**About this exercise:** Search the data for the string "Okaandje" and copy each line where it turns up.

Records from a data source
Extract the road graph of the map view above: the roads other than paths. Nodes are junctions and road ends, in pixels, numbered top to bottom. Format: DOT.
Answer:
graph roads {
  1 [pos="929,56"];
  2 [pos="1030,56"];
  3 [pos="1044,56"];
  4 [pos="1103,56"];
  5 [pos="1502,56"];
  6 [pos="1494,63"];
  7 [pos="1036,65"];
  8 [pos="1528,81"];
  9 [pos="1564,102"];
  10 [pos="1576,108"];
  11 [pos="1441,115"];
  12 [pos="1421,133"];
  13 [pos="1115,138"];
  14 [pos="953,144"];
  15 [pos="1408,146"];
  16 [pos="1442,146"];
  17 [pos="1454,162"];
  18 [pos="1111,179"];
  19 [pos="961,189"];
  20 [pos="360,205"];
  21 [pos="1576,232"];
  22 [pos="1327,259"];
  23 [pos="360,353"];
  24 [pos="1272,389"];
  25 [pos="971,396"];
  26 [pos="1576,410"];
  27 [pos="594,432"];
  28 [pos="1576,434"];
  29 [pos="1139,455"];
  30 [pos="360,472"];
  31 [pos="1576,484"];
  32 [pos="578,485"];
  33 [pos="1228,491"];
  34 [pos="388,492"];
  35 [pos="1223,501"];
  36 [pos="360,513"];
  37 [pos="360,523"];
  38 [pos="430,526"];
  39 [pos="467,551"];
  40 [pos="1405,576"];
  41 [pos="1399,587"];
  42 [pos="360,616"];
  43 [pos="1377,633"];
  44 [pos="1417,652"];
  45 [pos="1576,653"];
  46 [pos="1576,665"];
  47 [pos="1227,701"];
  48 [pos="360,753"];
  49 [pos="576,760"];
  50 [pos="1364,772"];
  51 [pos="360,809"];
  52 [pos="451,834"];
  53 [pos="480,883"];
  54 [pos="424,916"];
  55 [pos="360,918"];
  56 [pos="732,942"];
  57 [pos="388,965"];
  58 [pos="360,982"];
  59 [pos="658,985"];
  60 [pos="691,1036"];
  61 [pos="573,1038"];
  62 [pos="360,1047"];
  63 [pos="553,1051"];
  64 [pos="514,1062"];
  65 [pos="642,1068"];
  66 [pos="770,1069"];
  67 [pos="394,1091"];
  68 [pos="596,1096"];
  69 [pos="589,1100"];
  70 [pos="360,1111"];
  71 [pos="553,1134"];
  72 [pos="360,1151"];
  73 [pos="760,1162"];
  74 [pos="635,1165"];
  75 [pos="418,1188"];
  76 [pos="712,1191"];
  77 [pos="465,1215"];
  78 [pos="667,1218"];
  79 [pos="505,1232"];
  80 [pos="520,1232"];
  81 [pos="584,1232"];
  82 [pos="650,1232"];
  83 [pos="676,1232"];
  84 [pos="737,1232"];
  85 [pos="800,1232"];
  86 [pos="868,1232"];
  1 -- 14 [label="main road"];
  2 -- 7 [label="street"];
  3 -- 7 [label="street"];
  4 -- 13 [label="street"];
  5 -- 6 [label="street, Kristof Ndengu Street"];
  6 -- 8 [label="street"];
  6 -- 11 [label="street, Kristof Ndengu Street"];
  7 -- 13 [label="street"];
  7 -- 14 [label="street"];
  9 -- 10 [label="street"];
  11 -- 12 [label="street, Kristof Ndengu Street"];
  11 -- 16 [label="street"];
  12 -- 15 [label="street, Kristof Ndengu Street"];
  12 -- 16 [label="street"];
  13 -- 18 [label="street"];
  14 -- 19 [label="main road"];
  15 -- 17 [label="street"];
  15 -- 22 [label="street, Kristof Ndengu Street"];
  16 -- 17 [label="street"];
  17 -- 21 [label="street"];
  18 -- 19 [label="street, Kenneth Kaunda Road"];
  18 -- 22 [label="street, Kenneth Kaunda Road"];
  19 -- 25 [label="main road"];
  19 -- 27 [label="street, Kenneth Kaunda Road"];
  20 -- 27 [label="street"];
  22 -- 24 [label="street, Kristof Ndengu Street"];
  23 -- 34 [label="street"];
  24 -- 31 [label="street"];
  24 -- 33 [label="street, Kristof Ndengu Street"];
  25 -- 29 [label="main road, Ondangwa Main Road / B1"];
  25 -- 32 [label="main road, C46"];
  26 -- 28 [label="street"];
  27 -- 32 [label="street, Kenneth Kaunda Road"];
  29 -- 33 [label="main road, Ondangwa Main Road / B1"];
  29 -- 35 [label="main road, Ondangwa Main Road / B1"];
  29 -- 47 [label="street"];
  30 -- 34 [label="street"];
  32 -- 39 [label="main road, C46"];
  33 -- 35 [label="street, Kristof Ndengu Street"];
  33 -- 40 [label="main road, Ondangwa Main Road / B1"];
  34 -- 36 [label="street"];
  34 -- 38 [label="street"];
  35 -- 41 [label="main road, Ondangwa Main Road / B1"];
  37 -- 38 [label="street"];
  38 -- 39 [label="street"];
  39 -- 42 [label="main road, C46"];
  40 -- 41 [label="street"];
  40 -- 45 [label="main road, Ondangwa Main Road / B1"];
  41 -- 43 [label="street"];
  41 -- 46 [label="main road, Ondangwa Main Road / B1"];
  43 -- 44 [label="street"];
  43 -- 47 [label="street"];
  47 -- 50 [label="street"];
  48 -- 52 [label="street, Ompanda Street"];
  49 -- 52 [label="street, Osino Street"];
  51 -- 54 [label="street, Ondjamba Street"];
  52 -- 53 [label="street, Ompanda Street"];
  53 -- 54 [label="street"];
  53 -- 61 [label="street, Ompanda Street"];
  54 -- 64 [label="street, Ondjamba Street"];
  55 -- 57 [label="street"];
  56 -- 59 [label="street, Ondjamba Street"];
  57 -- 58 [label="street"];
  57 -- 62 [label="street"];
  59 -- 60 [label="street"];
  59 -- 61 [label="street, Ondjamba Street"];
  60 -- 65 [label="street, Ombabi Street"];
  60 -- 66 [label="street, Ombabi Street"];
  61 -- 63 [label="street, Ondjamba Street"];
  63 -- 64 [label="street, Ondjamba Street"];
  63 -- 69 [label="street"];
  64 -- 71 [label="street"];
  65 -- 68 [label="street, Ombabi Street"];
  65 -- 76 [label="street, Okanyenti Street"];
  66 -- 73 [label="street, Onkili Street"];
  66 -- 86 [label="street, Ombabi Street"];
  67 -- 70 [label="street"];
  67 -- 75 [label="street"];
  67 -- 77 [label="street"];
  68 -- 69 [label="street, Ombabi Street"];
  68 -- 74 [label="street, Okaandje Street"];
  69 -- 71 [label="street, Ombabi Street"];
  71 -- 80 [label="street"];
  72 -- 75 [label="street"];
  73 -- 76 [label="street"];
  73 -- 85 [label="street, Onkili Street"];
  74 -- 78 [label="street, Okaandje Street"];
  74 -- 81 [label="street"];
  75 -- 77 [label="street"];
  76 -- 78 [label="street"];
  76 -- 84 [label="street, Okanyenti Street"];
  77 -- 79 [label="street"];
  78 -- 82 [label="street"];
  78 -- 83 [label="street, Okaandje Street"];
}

**Result of this task:**
  68 -- 74 [label="street, Okaandje Street"];
  74 -- 78 [label="street, Okaandje Street"];
  78 -- 83 [label="street, Okaandje Street"];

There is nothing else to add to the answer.